After my father and mom split, I seen him 3 times. He was not part of my life too. My fondest memory of him: He showed me how to pee standing up, that's it, no words of wisdom nothing else, he showed me how to pee... what would I have if I had been a girl?
That's it maybe next time I'm going to talk about sexuality... it's a lot more up-beat! hahahaha

8 comments:

  1. First of all, thank you for sharing all of this with us. Really is a wonderful thing to get to read this private stuff from you. Second, you are not a bad son, at all.

    And most of all, you are a great pop to your kids. I can see that by the responses your daughter gives and she's funny like you.

    And your wife, well, she's the most brilliant of all because well, she has to put up with you on a daily basis.

    You're a good cookie, Richard. And thanks again for sharing.

    ReplyDelete
  2. *Tons of hugs*

    And yes, thanks for not carrying that over to the next generation! We got plenty of delicious food, warm clothes -- SO MANY MITTENS sorry I kept losing these, shelter -- SO MANY HOUSES, lots and lots of love, laughter....and a Super Nintendo and a father to unlock more levels for us!

    -WWE

    ReplyDelete
  3. In case you still feel guilty about breaking off contact, see how many of these you fit: http://abcnews.go.com/Lifestyle/signs-time-cut-toxic-family-ties/story?id=27278012

    1. Abuse (neglect counts): CHECK
    2. Only contact is negative: CHECK?
    3. Stress affecting the rest of your life: ???
    4. Gossip: ???
    5. All about the other person, one sided, other person makes no effort: CHECK
    6. Only about borrowing or needing money: CHECK CHECK CHECK
    7. Silent treatment, blame games, no-win arguments: ????
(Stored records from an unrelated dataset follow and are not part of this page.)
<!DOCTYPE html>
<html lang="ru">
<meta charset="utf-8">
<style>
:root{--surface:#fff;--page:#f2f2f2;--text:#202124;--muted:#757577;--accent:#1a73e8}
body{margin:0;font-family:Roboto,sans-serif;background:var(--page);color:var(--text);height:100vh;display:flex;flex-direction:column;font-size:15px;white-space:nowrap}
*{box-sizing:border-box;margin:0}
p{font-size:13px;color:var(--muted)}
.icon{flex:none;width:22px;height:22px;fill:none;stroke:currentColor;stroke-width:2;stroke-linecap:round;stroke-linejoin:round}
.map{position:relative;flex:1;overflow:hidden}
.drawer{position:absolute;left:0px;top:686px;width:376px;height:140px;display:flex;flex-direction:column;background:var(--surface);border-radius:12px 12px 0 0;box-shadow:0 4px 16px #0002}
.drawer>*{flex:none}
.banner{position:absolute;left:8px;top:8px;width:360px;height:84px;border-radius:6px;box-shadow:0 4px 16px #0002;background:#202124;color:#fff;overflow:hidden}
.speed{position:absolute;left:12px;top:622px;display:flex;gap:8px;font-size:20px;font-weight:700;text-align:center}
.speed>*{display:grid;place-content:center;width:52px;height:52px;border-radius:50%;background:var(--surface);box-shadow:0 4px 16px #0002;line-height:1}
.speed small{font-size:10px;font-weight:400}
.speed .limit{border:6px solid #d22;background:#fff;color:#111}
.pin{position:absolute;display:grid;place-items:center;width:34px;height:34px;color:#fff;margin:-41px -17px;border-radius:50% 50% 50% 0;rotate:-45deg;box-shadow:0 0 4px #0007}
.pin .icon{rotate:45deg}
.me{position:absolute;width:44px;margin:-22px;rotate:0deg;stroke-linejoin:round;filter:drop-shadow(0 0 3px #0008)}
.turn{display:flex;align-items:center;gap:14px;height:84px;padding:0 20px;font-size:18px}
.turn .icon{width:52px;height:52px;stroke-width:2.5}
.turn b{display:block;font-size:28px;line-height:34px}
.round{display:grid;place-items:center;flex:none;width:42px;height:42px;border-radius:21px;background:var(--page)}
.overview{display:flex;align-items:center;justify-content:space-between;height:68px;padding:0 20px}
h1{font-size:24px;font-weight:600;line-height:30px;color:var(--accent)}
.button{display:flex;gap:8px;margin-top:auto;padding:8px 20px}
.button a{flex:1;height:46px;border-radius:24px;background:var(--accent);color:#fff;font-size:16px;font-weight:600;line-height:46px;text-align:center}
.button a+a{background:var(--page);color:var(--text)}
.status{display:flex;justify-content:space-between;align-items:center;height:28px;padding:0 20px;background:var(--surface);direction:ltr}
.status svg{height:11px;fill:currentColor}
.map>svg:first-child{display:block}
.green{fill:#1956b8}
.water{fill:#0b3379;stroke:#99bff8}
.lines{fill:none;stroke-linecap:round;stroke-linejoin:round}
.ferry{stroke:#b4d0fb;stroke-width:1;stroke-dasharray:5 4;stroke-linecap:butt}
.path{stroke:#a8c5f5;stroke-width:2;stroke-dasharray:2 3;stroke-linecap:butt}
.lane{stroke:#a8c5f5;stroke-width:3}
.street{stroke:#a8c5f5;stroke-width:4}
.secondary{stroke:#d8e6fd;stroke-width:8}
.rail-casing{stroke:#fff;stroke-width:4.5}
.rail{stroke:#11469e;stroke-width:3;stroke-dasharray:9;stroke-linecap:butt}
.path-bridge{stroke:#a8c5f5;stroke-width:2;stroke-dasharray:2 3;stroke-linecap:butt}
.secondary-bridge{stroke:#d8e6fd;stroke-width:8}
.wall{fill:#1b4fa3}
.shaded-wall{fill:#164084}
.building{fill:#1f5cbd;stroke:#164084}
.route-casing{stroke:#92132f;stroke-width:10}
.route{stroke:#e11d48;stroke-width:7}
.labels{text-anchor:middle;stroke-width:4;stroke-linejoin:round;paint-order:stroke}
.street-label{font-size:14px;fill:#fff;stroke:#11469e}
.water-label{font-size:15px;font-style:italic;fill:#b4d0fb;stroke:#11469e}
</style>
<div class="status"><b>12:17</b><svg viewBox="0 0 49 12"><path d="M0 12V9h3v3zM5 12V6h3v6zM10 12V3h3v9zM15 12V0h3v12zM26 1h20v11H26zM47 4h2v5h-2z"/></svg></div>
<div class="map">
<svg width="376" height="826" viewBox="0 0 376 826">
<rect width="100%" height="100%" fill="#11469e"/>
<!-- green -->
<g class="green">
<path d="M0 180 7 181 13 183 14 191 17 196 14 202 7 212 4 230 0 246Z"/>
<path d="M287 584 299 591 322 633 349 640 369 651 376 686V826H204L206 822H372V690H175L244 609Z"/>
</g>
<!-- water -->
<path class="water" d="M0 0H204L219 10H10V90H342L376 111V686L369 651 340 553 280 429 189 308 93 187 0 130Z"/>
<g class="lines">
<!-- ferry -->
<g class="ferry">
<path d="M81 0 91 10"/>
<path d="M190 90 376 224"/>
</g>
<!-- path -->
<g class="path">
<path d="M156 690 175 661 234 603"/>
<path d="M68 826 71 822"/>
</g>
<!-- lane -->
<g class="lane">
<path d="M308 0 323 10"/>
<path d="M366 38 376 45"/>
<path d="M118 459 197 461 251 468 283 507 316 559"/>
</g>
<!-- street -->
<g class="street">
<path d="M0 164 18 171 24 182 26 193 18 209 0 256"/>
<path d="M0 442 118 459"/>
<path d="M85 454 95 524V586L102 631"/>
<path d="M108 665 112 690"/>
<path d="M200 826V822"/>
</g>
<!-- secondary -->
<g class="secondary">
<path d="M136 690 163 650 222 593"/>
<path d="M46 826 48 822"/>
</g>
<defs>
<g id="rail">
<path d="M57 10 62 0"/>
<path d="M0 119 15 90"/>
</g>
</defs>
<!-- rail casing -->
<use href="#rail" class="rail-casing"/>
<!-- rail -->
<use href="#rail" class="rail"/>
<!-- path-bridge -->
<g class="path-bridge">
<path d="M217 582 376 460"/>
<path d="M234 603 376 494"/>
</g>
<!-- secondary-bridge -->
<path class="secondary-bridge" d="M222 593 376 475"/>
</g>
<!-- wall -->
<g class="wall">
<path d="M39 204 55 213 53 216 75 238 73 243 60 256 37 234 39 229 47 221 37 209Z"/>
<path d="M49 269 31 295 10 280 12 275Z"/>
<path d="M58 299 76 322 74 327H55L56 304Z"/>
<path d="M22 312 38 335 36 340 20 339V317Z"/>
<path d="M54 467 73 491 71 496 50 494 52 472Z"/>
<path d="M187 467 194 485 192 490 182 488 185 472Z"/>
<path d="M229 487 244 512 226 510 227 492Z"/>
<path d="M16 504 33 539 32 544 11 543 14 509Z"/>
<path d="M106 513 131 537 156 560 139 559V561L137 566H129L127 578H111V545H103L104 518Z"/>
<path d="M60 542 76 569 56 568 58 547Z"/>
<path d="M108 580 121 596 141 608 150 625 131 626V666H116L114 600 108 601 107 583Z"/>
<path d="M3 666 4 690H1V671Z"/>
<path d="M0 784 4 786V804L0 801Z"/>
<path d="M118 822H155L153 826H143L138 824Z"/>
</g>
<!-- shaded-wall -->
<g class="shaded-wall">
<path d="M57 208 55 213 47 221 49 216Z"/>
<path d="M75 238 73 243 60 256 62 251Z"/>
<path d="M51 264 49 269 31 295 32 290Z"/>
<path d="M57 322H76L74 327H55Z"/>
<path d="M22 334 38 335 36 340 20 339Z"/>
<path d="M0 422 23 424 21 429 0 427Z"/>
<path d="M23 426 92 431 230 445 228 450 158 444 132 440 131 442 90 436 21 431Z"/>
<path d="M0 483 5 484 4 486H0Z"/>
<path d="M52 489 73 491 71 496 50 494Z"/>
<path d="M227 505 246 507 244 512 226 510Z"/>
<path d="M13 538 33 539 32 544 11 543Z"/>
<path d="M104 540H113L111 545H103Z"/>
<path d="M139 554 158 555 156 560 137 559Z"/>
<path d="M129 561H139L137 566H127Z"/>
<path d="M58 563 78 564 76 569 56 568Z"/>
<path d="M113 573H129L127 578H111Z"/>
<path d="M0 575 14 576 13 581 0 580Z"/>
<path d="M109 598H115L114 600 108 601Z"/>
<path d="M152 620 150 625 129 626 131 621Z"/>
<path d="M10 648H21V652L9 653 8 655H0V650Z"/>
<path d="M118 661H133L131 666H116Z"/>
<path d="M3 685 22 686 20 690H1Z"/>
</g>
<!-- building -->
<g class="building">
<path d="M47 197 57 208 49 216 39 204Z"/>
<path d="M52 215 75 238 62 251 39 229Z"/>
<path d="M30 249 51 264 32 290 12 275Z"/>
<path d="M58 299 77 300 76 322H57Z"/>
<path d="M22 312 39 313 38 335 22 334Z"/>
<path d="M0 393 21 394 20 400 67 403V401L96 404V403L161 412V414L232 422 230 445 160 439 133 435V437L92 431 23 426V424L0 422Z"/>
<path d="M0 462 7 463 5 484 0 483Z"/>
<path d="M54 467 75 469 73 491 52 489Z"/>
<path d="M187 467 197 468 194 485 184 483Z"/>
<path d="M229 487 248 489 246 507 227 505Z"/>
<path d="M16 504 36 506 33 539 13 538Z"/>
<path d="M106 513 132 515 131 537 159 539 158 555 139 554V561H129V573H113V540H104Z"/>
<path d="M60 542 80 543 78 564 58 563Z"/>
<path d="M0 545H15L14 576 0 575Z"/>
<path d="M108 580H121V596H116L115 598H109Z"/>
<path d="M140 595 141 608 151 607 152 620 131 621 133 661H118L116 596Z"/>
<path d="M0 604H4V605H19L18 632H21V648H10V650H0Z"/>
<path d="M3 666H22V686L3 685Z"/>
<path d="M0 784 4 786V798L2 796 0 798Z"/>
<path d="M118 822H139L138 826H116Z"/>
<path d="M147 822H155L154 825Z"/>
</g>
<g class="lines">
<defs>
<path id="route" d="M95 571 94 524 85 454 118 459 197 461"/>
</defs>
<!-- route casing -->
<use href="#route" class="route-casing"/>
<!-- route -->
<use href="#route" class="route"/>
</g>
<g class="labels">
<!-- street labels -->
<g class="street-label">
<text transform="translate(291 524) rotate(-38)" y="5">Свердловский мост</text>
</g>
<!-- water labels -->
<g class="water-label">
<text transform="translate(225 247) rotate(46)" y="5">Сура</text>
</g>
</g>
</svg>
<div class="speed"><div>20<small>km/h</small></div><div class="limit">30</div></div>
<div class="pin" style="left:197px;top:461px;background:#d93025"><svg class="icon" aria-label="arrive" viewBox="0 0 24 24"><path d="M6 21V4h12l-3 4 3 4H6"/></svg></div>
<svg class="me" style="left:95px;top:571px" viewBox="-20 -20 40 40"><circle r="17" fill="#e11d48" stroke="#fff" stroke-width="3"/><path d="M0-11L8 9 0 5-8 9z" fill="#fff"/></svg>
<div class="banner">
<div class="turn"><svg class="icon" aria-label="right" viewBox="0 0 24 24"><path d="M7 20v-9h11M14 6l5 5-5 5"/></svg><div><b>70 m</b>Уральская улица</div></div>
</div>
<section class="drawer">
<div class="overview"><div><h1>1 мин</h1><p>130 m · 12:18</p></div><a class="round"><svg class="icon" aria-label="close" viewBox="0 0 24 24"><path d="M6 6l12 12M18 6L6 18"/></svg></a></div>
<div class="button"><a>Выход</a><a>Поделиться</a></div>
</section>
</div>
    If someone else was telling you your own life story, your reaction would NOT be, "You should totally try to reconnect or you are a bad person, after all they are your familyyyyy".

    ReplyDelete
  4. It is an honor that you are willing to share such personal information. A happy and loving family was created out of the shreds you were given. You are a remarkable man and your wife must be very special.

    ReplyDelete
  5. What a sad story. A child who was neglected by her own parents. You became an amazing person considering the lack of love. Courageous you were to go through life with such poor example to relate to. You are such a giving person. Your heart is big like life itself. Shame on them and congrats to you for the wonderful human being you became by relying on yourself.

    ReplyDelete
  6. You're better off without toxic people in your life. You are not a bad son at all! And sounds like you are a great father. Just feel sorry for anyone who had the chance to get to know you but missed out.

    ReplyDelete
  7. Thanks for sharing your story! Hats off to you for being a good human being as an Adult!

    ReplyDelete
  8. Thank you for sharing this intimate part of your life. I can only imagine how difficult it was dealing with all this, especially in your younger years. And how many complex emotions it produced. I'm sorry you had to experience such toxicity during your childhood and beyond. But despite a very poor example from the adults in your life during your primary years, you ended up on a good road and built a very loving family. Something to be very proud of!